4.2.4.1 Les obligations du diffuseur
Les obligations du diffuseur sont d’assurer l’accès technique aux informations contenues
dans la base de données. Une obligation d’information du client lui incombe également, il pourra
néanmoins s’en acquitter un éditant un guide ou un manuel d’utilisation, non plus sur les méthodes
d’interrogation, mais sur le fonctionnement du système d’information en général.
Le diffuseur pourra déterminer contractuellement les conditions de la mise à jour et de
l’évolution des techniques de consultation de l’information.

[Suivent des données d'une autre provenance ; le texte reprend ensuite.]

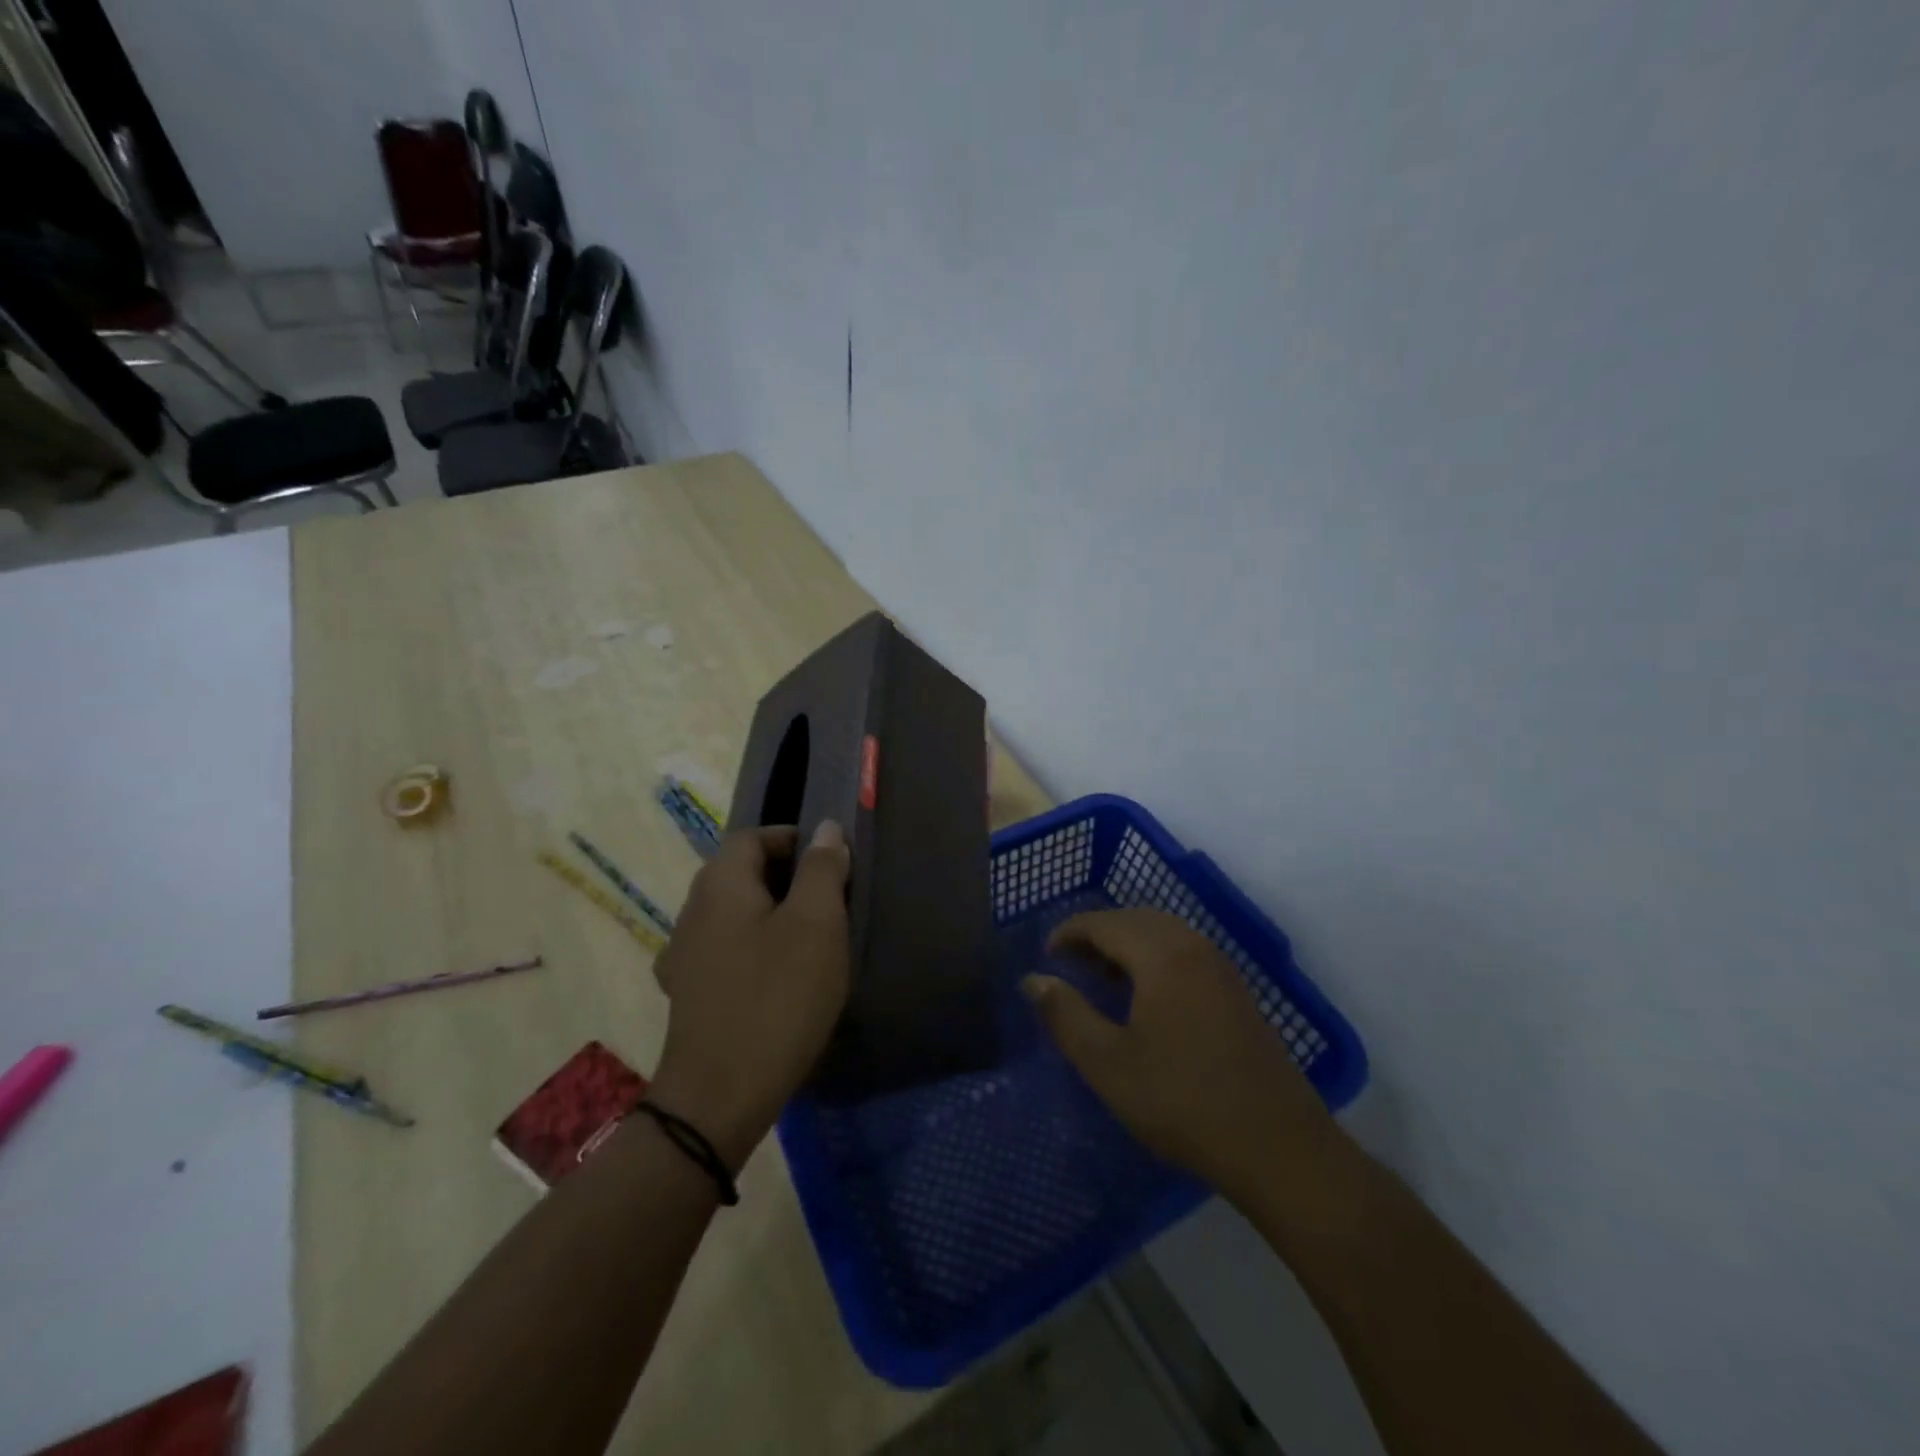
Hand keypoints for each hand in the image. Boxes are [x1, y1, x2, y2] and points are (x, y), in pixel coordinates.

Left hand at [649, 822, 850, 1169]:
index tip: (830, 861)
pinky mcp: (686, 993)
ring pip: (731, 913)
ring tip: (808, 937)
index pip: (752, 837)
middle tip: (828, 899)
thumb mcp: (817, 924)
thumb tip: (824, 829)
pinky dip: (752, 948)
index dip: (792, 839)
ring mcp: (682, 955)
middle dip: (784, 876)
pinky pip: (723, 950)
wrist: (720, 1096)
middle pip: (739, 873)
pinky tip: (774, 976)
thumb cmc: (778, 997)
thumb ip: (822, 869)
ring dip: (768, 913)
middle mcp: (692, 911)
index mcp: (720, 884)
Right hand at [1024, 908, 1334, 1202]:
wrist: (1278, 1147)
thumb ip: (1065, 1015)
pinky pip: (1185, 952)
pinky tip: (1147, 996)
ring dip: (1127, 943)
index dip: (1069, 932)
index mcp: (1161, 955)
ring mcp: (1222, 968)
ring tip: (1102, 977)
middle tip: (1069, 963)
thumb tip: (1033, 980)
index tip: (1046, 955)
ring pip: (1164, 933)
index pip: (1104, 922)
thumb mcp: (1108, 1064)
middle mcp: (1194, 947)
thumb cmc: (1182, 1101)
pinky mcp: (1237, 992)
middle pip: (1136, 919)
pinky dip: (1155, 956)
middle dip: (1098, 933)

En sa qualité de prestataire technique le diffuseur doit s’acquitter d’obligations purement
techniques telle qu’assurer la confidentialité des codes clients et des interrogations. A défaut sa
responsabilité pourra être engagée. A ce titre, il pourra être condamné pour manquement aux
obligations de sécurité et de confidentialité imposées par la loi informatique et libertés du 6 janvier
1978. Il sera susceptible d’encourir des sanctions pénales sur le fondement de l’article 226-17 du
nouveau code pénal pouvant aller jusqu’à deux millions de francs d’amende et cinq ans
d’emprisonnement.
Rappelons que les sanctions encourues par le diffuseur sont les mêmes que celles encourues
par le producteur ou le distributeur.
4.2.4.2 Les obligations à la charge du client
Les obligations du clients sont les mêmes que celles découlant des contrats le liant soit au
producteur soit au distributeur de la base.